Data entries
+++
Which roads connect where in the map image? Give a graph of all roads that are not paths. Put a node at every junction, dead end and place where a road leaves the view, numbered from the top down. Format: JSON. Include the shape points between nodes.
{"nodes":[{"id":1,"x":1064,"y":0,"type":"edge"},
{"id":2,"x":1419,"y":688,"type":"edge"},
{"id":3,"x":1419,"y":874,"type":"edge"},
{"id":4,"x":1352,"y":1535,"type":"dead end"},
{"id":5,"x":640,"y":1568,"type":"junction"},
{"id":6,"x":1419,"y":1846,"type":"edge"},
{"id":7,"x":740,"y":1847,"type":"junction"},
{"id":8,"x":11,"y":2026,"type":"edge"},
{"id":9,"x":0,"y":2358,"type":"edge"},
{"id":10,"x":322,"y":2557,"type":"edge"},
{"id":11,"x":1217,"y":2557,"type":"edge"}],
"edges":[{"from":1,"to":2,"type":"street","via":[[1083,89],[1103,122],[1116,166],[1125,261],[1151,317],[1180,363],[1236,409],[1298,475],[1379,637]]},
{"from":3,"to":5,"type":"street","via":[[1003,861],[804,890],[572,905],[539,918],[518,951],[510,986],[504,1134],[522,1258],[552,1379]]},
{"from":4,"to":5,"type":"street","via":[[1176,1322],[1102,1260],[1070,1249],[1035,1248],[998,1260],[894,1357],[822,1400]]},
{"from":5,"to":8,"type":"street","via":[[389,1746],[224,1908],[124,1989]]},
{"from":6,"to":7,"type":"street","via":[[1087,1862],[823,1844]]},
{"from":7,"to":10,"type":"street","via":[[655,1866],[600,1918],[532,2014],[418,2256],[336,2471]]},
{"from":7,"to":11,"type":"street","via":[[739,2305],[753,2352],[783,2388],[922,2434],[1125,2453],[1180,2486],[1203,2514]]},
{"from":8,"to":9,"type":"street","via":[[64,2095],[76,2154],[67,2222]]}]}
+++
• [BRIEF]: Restate the data above in full, keeping every word as it is.

• [SOLUTION]:
Which roads connect where in the map image? Give a graph of all roads that are not paths. Put a node at every junction, dead end and place where a road leaves the view, numbered from the top down. Format: JSON. Include the shape points between nodes.
{"nodes":[{"id":1,"x":1064,"y":0,"type":"edge"},
{"id":2,"x":1419,"y":688,"type":"edge"},
{"id":3,"x":1419,"y":874,"type":"edge"},
{"id":4,"x":1352,"y":1535,"type":"dead end"},
{"id":5,"x":640,"y":1568,"type":"junction"},
{"id":6,"x":1419,"y":1846,"type":"edge"},
{"id":7,"x":740,"y":1847,"type":"junction"},
{"id":8,"x":11,"y":2026,"type":"edge"},
{"id":9,"x":0,"y":2358,"type":"edge"},
{"id":10,"x":322,"y":2557,"type":"edge"},
{"id":11,"x":1217,"y":2557,"type":"edge"}],
"edges":[{"from":1,"to":2,"type":"street","via":[[1083,89],[1103,122],[1116,166],[1125,261],[1151,317],[1180,363],[1236,409],[1298,475],[1379,637]]},
{"from":3,"to":5,"type":"street","via":[[1003,861],[804,890],[572,905],[539,918],[518,951],[510,986],[504,1134],[522,1258],[552,1379]]},
{"from":4,"to":5,"type":"street","via":[[1176,1322],[1102,1260],[1070,1249],[1035,1248],[998,1260],[894,1357],[822,1400]]},
{"from":5,"to":8,"type":"street","via":[[389,1746],[224,1908],[124,1989]]},
{"from":6,"to":7,"type":"street","via":[[1087,1862],[823,1844]]},
{"from":7,"to":10,"type":"street","via":[[655,1866],[600,1918],[532,2014],[418,2256],[336,2471]]},
{"from":7,"to":11,"type":"street","via":[[739,2305],[753,2352],[783,2388],[922,2434],[1125,2453],[1180,2486],[1203,2514]]},
{"from":8,"to":9,"type":"street","via":[[64,2095],[76,2154],[67,2222]]}]}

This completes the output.